Maître Albertine convoque son silence légendaire. Djibril ne la dérange pas. Une à deux minutes de gesticulations et la conversation est rétablie.
— À moins qu’il se soit servi de toi pour en finir avec Raïssa.
— C’est-à-dire Maître ? Que veux-tu dire par-là ?
— Déjà, il y a ce mystérieux dossier. Ensuite, Raïssa, dans la constitution de son enquête voulait rencontrer Stéphane. La scène du viol et du meurtre s’est passée dans l’hôtel de Stéphane. Ce même Stéphane a téléphoné les gendarmes pour en savoir plus sur ton déferrement. Il y a anguille sous roche. Stéphane ne joue pas franc jeu. Je dois le rencontrer une nouvelle fois. Qu’est-ce que t’en pense ?
Djibril s’est perdu. Il n’écoute plus Maître Albertine.
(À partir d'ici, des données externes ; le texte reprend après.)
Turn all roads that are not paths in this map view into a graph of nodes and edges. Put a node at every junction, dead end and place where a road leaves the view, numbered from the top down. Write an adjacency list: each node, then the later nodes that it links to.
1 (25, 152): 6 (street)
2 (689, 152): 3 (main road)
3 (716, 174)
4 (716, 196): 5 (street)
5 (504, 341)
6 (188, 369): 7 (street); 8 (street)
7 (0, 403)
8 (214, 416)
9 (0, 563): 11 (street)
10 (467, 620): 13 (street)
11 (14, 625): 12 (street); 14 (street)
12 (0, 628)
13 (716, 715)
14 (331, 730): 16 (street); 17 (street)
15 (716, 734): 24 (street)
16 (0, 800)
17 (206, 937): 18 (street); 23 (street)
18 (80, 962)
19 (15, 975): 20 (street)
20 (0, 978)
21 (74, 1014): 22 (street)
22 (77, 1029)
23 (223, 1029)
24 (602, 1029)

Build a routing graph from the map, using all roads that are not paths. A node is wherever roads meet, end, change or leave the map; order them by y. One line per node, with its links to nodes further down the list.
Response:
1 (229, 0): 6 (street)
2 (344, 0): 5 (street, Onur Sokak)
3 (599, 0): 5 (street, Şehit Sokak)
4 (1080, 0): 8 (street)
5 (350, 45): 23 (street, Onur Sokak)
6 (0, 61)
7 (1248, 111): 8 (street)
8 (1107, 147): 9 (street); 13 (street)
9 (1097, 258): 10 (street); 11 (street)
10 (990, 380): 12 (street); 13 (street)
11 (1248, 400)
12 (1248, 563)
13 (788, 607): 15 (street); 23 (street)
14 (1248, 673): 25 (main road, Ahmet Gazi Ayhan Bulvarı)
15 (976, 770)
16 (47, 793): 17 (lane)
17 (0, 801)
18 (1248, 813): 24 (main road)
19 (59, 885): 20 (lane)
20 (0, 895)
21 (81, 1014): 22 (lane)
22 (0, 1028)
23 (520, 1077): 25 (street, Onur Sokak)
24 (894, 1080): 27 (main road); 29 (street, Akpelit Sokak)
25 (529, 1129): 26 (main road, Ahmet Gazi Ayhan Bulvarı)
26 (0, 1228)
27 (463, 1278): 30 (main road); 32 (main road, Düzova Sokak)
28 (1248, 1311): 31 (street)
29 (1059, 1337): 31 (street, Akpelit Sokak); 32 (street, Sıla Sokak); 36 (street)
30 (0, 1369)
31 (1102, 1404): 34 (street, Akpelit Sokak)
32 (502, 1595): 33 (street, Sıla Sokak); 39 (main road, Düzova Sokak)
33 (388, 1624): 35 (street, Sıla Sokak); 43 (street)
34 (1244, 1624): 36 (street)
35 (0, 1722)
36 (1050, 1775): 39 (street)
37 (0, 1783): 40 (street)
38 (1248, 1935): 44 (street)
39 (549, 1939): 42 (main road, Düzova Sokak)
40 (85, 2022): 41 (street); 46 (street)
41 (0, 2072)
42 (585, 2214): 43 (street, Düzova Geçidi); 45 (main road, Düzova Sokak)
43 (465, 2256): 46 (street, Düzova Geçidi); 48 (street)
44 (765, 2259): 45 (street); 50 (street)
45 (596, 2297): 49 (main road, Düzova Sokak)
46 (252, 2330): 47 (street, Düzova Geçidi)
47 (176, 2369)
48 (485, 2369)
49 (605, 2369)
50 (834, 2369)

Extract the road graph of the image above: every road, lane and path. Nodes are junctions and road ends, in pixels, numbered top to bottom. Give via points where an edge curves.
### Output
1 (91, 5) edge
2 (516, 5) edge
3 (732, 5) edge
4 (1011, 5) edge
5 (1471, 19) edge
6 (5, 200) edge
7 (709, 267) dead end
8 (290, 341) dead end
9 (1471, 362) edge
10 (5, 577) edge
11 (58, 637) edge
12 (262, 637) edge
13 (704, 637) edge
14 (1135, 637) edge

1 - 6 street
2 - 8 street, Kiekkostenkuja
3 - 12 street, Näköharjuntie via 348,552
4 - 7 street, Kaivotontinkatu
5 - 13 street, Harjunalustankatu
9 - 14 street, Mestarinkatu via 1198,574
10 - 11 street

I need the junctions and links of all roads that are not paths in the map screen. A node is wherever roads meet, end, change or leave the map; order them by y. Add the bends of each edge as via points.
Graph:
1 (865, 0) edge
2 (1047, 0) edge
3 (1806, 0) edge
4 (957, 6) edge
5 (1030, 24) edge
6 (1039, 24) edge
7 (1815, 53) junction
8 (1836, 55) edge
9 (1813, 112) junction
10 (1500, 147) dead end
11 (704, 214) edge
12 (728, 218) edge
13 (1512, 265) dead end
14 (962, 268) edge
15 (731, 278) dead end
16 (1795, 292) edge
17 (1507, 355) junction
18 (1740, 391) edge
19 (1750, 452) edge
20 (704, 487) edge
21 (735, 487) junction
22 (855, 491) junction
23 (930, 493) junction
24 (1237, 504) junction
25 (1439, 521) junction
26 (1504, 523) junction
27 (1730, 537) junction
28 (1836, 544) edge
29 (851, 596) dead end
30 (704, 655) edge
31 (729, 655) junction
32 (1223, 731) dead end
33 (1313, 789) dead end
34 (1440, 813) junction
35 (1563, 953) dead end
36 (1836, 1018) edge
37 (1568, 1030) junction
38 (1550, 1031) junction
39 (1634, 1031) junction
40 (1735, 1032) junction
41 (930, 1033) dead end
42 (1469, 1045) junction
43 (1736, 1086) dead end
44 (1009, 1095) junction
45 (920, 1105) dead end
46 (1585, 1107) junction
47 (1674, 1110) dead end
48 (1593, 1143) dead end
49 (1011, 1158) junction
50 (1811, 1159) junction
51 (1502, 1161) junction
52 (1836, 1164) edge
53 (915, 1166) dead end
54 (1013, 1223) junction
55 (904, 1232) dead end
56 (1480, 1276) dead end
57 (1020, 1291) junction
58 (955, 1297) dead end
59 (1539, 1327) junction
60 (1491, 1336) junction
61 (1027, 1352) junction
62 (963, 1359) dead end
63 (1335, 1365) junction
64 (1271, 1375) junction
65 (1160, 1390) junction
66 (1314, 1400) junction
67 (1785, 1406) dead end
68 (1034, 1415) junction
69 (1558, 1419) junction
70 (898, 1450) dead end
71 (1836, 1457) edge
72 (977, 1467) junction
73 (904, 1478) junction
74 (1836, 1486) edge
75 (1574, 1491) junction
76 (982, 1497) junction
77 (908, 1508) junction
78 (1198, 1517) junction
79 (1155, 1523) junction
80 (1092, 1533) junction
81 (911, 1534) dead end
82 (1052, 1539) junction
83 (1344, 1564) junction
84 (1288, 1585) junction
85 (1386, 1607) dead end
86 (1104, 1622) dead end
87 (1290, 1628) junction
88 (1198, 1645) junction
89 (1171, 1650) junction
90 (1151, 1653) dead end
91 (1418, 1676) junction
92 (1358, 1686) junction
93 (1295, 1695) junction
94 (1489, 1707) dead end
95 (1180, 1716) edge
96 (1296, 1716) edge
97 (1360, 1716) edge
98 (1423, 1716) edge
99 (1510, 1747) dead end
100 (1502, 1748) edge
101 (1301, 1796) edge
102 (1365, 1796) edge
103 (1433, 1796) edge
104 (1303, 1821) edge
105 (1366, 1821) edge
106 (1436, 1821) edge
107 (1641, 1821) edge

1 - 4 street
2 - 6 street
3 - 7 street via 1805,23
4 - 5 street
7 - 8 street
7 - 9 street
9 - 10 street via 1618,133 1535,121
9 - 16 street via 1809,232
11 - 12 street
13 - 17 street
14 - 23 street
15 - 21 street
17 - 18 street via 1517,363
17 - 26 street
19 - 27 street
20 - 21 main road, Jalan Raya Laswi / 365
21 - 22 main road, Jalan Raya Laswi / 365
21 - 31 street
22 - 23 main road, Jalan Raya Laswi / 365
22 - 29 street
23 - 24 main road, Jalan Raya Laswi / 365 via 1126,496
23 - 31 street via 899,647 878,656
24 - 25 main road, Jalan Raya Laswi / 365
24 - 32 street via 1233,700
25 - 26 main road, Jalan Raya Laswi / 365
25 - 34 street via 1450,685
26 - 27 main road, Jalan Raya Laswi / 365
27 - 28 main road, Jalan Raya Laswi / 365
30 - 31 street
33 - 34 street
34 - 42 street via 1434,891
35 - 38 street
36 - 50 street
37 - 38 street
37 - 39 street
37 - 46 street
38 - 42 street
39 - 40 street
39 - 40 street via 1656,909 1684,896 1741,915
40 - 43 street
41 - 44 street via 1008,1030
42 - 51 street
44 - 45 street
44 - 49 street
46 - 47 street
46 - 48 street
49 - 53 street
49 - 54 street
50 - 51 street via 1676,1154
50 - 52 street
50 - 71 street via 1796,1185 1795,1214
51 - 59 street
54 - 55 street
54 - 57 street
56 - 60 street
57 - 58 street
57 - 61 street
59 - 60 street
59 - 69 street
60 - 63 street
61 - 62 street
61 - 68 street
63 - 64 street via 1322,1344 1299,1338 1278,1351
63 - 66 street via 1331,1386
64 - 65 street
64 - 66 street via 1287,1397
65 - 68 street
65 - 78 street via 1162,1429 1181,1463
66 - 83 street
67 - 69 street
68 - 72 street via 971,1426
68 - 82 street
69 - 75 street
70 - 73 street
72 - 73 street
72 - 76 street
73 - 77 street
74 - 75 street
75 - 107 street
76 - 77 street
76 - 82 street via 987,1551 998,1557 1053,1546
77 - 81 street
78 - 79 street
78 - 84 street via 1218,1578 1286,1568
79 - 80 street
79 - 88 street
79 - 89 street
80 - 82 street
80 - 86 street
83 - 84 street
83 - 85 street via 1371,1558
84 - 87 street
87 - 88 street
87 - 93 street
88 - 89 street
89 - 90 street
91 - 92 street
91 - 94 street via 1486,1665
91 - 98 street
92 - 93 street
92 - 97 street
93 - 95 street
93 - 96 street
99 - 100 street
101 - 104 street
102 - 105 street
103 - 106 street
Celle-ci répète son nom cinq fois avant qu’il ne réponde.
— Quoi ? Tu disais quoi Maître ?
— T’es là Djibril ? Tu penses à quoi ? Maître Albertine s’inquiète déjà.
— Je ne sais pas mais c’est comme si je me suis rappelé d’une scène qui est assez floue à mes yeux.
— Une scène ? Laquelle ?
— Quand Raïssa était partie dans les toilettes. Je m’étais levé pour répondre à un appel. Et à mon retour, il y avait un mec qui était à côté de notre table. Et si… ?
Djibril s’arrête.
— Et si quoi ? Continue s’il te plaît mon fils ?
— Et si cet homme avait mis un truc dans nos verres ? Je ne me rappelle pas du moment où j’ai commandé un verre de vin. Je n’ai jamais bu.
— Je suis dépassée. À chaque nouvelle découverte vient s’ajouter une autre.
— Maman ? Maître ? Maman ? Maître ?
Cette fois-ci, c’est l’avocate qui ne répond pas. Et à Djibril de toucher sa main.
— Tu disais quoi mon fils ?
— Je viens d’avoir une idée.
— Laquelle ?
— Le matin de la Saint-Valentin, Raïssa m’a donné sa machine pour que je la garde pour elle. Je devais la lui rendre après la soirée. Malheureusement, il y a eu cette affaire. Peut-être qu’il y a des choses intéressantes sur sa machine. Des choses qui touchent ce dossier.
— Bien-sûr que oui. C’est tout à fait possible. Où se trouve la machine ?
— Dans mon armoire. Une fois chez moi, dis au concierge de te donner ma clé.

Maître Albertine se dirige directement vers l’appartement de Djibril. À peine arrivée, elle trouve Grégoire dans l’immeuble en train de discuter avec deux hommes portant des Lacostes rouges. Sur les Lacostes est floqué l’insigne suivant « Two dogs’ security ». Aussitôt, elle s’arrête. Maître Albertine est plongée dans un tsunami d’idées.